1.03.2011

Um ano em partes - 1ª Parte

Os portugueses

2010 foi um ano curioso, como todos vão sendo à sua maneira. Mas não estou a começar por uma frase vazia de significado, muito pelo contrário; 2010 foi o ano em que mais documentários estrearam em sala (certamente na última década, para não dizer 'de sempre' pois não tenho dados para me basear), nomeadamente documentários portugueses (aliás, José e Pilar é o quinto filme português mais visto do ano e o terceiro documentário português mais visto de sempre), sendo que títulos portugueses (só considerando longas) em sala foram 24 (o máximo nos últimos 5 anos) e curtas foram 8. Podem consultar uma lista dos resultados dos filmes portugueses aqui, apesar de lá faltar o Bobby Cassidy. [congratulo-me de ter visto o paparazzo do Vasconcelos, Desassossego do Botelho, Mistérios do Ruiz, Jose e Pilar,  Funeral à chuva,  Embargo,  Fantasia Lusitana,  Pare, escute e olhe,  Duas mulheres,  Ruínas,  Círculo Perfeito do Marco Martins, Cova da moura do Rui Simões, Lisboa Domiciliária e Vai com vento, sendo que Bobby Cassidy está na box do meo à espera de ser visto]
Mas as curiosidades continuam, dois dos filmes nacionais estreados foram produzidos sem dinheiros públicos, Um funeral à chuva como é sobejamente conhecido e Lisboa Domiciliária, longa documental sobre os idosos lisboetas presos em casa que é dos filmes mais ternos do ano.
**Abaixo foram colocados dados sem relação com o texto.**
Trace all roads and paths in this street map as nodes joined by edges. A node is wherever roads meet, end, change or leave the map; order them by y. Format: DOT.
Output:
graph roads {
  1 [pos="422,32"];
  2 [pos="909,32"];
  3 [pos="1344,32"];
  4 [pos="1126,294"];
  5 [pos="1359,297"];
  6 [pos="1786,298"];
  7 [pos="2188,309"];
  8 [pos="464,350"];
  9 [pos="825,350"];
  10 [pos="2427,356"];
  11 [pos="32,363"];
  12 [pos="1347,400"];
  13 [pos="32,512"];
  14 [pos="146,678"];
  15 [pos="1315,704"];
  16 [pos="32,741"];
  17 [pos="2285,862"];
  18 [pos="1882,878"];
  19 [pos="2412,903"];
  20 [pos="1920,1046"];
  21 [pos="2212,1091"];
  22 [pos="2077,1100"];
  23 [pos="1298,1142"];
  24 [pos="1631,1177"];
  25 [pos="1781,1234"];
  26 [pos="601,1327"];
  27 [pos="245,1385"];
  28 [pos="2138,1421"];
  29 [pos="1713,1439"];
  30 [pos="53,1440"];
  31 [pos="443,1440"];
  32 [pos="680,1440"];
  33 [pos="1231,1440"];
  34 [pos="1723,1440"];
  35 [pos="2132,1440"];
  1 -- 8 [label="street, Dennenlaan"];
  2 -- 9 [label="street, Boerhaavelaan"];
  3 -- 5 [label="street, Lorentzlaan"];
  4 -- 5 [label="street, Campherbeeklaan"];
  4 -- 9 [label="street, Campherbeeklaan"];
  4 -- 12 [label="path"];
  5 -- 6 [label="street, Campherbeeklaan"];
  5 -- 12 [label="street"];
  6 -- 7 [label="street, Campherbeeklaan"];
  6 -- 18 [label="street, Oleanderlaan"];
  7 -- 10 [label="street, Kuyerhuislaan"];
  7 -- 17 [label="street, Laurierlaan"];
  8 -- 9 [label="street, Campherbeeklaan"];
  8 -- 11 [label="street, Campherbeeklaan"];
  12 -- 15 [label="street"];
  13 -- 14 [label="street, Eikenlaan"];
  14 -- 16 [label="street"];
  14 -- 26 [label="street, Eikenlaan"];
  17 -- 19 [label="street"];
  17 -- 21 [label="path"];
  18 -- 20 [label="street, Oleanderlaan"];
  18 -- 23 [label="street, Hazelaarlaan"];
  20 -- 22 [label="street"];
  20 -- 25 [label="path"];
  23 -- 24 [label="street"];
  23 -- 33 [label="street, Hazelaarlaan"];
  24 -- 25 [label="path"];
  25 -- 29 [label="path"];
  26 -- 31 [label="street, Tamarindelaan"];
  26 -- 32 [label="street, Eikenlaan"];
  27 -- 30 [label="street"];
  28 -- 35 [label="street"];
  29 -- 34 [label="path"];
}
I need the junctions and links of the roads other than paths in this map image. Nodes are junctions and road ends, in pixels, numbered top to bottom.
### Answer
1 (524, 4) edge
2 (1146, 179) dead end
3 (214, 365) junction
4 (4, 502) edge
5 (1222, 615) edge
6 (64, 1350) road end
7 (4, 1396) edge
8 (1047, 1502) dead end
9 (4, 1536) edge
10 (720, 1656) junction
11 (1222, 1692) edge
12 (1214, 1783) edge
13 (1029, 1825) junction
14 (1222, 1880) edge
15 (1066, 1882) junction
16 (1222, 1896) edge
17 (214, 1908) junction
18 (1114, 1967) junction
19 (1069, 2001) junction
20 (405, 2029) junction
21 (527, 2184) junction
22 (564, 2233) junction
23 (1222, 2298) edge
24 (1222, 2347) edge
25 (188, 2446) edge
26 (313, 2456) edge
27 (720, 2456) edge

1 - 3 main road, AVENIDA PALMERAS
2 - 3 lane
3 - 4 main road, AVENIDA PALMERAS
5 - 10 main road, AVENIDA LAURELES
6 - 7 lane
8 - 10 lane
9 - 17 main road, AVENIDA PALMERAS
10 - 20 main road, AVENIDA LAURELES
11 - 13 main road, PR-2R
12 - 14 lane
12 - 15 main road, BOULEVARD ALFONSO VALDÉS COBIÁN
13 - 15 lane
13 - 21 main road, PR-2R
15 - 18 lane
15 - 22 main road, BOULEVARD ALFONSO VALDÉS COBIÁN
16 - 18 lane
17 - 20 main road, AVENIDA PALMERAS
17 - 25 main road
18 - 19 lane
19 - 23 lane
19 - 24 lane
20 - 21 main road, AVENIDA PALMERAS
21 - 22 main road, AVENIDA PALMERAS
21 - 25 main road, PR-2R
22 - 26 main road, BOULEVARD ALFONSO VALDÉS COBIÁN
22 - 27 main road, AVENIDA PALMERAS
Além disto, a estratégia de distribuição do Filme do Desassossego mostrou-se um sucesso, fazendo dele o terceiro filmes português mais visto (claro que com uma diferença de mais de 60 mil espectadores para o segundo lugar). Será que se está a verificar uma alteração quer na produção (angariaçãode fundos) quer na distribuição do cinema nacional? E será que o exemplo do Tebas que rondou apenas os cineclubes é a solução a seguir para evitar alguns dos baixos resultados de um certo cinema português?

2 comentários:

Filipe disse...

Vi apenas 3 filmes portugueses deste ano: "A bela e o paparazzo" (dispensável), "José e Pilar" (fenomenal) e "Mistérios de Lisboa" (deleite visual). Dos restantes, quais os que mais recomendas??

PS: Gosto muito de documentários! :P

Ricardo Vieira Lisboa disse...

o melhor filme português do ano é, a meu ver, o filme do desassossego do Botelho; o Ruínas do Mozos também é maravilhoso assim como o Fantasia Lusitana do Canijo.